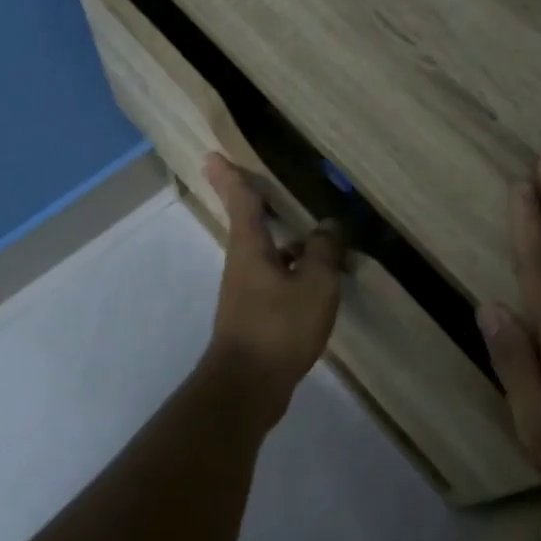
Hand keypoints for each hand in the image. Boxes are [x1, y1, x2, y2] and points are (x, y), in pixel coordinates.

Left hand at [201, 154, 345, 409]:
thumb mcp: (315, 285)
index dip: (230, 176)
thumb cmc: (279, 327)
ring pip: (265, 253)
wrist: (248, 386)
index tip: (212, 155)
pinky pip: (275, 278)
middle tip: (262, 184)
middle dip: (254, 203)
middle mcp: (242, 263)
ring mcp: (245, 291)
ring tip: (315, 235)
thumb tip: (328, 225)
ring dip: (284, 240)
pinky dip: (292, 268)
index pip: (241, 200)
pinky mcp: (253, 315)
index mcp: (251, 247)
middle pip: (249, 224)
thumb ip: (325, 251)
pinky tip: (315, 279)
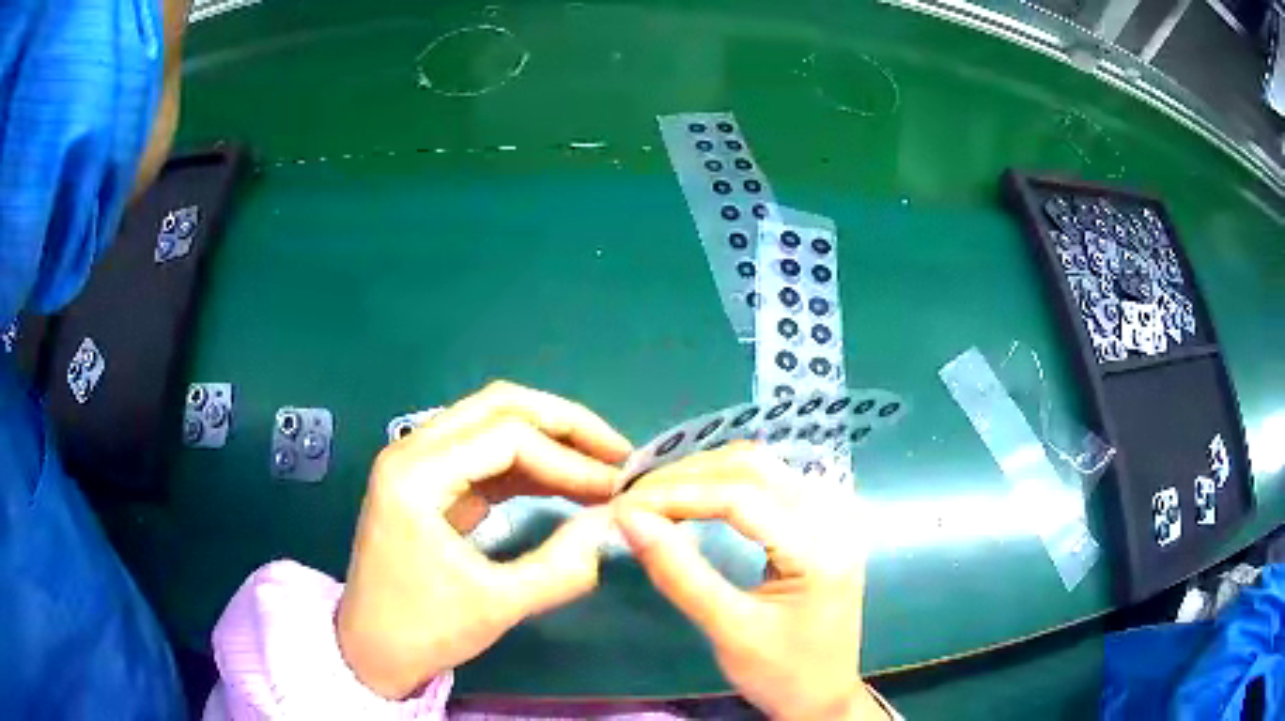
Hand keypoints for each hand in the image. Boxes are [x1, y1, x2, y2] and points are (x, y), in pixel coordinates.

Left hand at [336, 381, 631, 699]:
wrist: (371, 651)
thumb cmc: (424, 629)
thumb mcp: (497, 605)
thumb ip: (561, 566)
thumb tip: (614, 524)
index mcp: (415, 475)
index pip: (507, 438)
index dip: (569, 460)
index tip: (617, 490)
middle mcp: (412, 451)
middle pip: (499, 406)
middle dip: (564, 424)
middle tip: (618, 453)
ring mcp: (418, 463)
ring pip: (493, 422)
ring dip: (549, 438)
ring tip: (601, 466)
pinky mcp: (430, 483)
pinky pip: (486, 454)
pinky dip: (529, 462)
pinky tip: (565, 482)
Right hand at [613, 444, 886, 720]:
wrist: (824, 696)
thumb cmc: (781, 674)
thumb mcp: (728, 631)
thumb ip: (679, 574)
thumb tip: (630, 521)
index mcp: (819, 549)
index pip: (741, 497)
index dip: (678, 494)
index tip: (626, 506)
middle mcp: (834, 519)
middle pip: (754, 468)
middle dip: (688, 475)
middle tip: (636, 496)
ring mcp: (834, 517)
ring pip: (764, 467)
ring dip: (707, 472)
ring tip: (658, 493)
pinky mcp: (824, 523)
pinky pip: (774, 482)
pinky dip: (729, 481)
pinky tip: (698, 494)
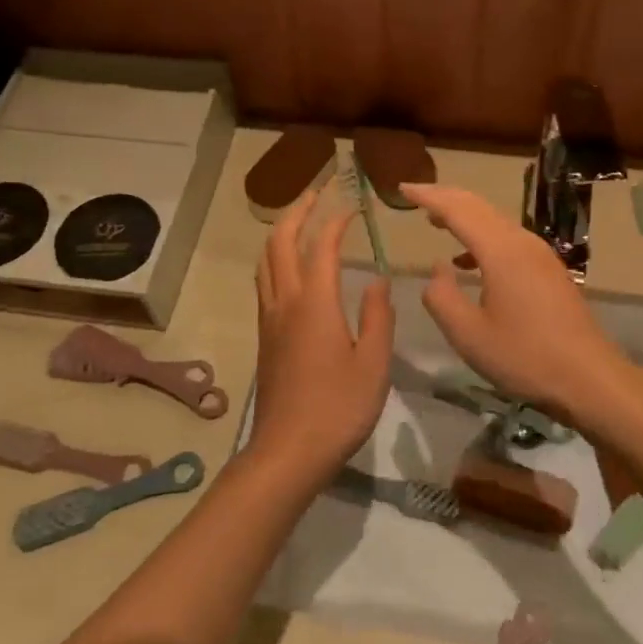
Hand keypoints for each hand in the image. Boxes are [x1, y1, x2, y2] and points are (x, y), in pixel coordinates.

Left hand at [249, 191, 395, 486]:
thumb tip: (378, 280)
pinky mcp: (264, 336)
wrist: (288, 451)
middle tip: (316, 192)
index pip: (322, 247)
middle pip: (280, 242)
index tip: (353, 205)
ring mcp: (269, 319)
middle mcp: (285, 302)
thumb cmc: (339, 408)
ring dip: (281, 232)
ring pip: (266, 260)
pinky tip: (290, 267)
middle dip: (297, 211)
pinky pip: (264, 281)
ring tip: (300, 219)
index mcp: (315, 303)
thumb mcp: (374, 363)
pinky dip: (275, 258)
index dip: (336, 221)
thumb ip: (378, 316)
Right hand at [400, 183, 634, 419]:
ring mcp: (540, 254)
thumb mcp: (469, 335)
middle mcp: (522, 242)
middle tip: (415, 195)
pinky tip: (467, 261)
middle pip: (478, 206)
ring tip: (436, 221)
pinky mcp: (548, 270)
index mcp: (501, 252)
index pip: (457, 210)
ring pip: (495, 220)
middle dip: (445, 197)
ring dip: (464, 215)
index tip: (402, 188)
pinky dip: (481, 237)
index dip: (428, 197)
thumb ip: (441, 297)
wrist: (589, 378)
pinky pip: (507, 238)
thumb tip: (437, 269)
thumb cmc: (524, 357)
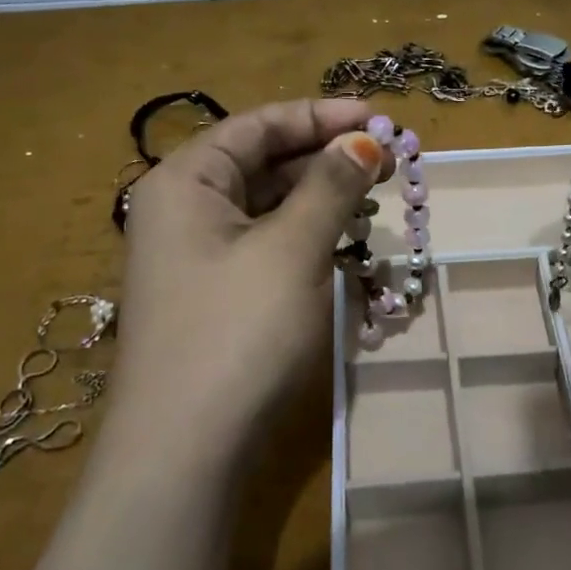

##############################

* **What needs to be done**
Give again, exactly as written above, every line from the one holding "pinky tip: (315, 279)" to the one holding "index tip: (617, 490)", with both ends kept and the pictures left out.

* **Task response**
pinky tip: (315, 279)
Hand keypoints for each hand in the image. Boxes are [x1, y1, x2, y2] and points are (x, y), in pixel coordinates.

Left hand at [336, 381, 631, 699]:
wrist: (371, 651)
thumb cmc: (424, 629)
thumb mcp: (497, 605)
thumb ip: (561, 566)
thumb tip: (614, 524)
index mcp: (415, 475)
index pip: (507, 438)
index dip: (569, 460)
index tip: (617, 490)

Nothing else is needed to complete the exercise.